Mais ce sont surtout les projets qui abondent : les projets d’édition électronique et de numérisation se multiplient en France (voir l’article d’O. Guyotjeannin et G. Poupeau), en Allemagne (N. Brousseau, S. Barret), aux Pays-Bas (K. Heidecker), en Amérique (B. Bedos-Rezak), en Italie (M. Ansani), en Espagne [4]. Les revues Tabularia [5] et Scrineum [6] dépassent leur statut de revues spécialisées, en proposant des éditions d’actes, des dossiers thématiques pour susciter le débat. Des services de conservation comme la Bibliothèque nationale de France ou plus récemment la Bibliothèque universitaire de Lille 3 numérisent des éditions de cartulaires. Des corpus de chartes, des cartulaires, des reproductions, des études diplomatiques, des conseils sont chaque jour mis en ligne. La masse de documentation devient importante.

De chacune de ces expériences, il ressort qu’Internet est de plus en plus utilisé comme support de recherche et de publication. Si chaque produit ou projet souligne l’intérêt de BDD élaborées (ex. : l’édition du Cartulaire Blanc a prévu un volet documentaire, un volet iconographique et un index), de DTD et du XML (ex. : DTD simple présentant les divisions des textes diplomatiques lombards) pour gérer le documentaire et le texte diplomatique, les avantages multiples de la mise en ligne retiennent beaucoup l’attention. On met en avant la mise à disposition rapide de la documentation (souvent dispersée), d’informations et d’outils — la possibilité de modifier, d’augmenter la documentation (ex. : les commentaires et additions à l’édition des actes des Arnulfiens via le mail), de publier des travaux en cours de manière provisoire, de travailler en réseau, — la volonté de promouvoir débats et collaborations (ex. : la collaboration nouvelle entre archivistes et bibliothécaires aux États-Unis) — le besoin de combler efficacement et rapidement les vides laissés par l’édition traditionnelle — mais aussi une solution éditoriale moins coûteuse (Karl Heidecker et I. Heidrich).

Cette utilisation accélérée d’Internet, le savoir-faire existant (M.-J. Gasse-Grandjean, P. Bertrand, N. Brousseau), l’ouverture vers d’autres disciplines (voir l’utilisation des statistiques par M. Gervers dans le projet DEEDS) sont des atouts forts.

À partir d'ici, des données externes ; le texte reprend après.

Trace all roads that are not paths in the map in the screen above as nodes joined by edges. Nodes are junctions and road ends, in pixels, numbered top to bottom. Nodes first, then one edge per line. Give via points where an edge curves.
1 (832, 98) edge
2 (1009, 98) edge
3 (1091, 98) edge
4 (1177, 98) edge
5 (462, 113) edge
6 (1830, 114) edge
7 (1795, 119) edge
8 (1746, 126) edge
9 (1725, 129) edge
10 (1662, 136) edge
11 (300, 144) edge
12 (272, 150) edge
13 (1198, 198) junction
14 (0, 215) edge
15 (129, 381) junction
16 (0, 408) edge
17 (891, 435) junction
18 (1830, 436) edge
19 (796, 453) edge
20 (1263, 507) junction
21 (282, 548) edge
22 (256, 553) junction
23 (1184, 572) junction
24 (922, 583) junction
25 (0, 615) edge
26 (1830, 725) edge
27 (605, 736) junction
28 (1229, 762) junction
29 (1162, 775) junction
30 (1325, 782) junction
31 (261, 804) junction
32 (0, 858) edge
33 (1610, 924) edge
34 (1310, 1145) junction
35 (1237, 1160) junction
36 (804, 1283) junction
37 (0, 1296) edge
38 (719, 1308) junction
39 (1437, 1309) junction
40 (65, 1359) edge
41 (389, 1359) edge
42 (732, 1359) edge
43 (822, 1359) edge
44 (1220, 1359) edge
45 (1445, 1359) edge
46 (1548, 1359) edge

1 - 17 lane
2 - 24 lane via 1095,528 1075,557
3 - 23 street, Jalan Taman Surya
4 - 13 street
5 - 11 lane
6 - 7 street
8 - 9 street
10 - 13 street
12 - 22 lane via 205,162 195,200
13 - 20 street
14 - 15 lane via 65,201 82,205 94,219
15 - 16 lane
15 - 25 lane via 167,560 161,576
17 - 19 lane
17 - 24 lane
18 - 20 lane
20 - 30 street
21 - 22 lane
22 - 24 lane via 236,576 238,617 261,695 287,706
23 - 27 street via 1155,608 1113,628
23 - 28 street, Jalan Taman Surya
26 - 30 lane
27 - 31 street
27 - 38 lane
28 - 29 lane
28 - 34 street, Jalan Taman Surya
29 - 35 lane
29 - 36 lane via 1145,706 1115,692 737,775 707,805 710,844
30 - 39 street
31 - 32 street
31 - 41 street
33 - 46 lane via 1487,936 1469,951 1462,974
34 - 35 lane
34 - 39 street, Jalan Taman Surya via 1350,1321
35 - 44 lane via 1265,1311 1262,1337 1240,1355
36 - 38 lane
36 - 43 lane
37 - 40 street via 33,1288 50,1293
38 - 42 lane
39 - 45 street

Mais ils révèlent aussi l’étendue et la complexité des problèmes. La discipline diplomatique s’affranchit à peine d’une histoire et de procédures traditionnelles. Dans le seul domaine de l’édition électronique, les produits reflètent souvent cette tradition pesante.  Si en Allemagne la tradition forte d’édition de textes et de régestes s’est bien adaptée aux nouveaux outils informatiques, aux États-Unis l’organisation des archives et des études médiévales et le vocabulaire référentiel inadapté nuisent respectivement au développement informatique et à la simple navigation sur Internet. Trop souvent encore les éditions diplomatiques électroniques reprennent des schémas de l’édition traditionnelle alors que l’informatique permet beaucoup plus.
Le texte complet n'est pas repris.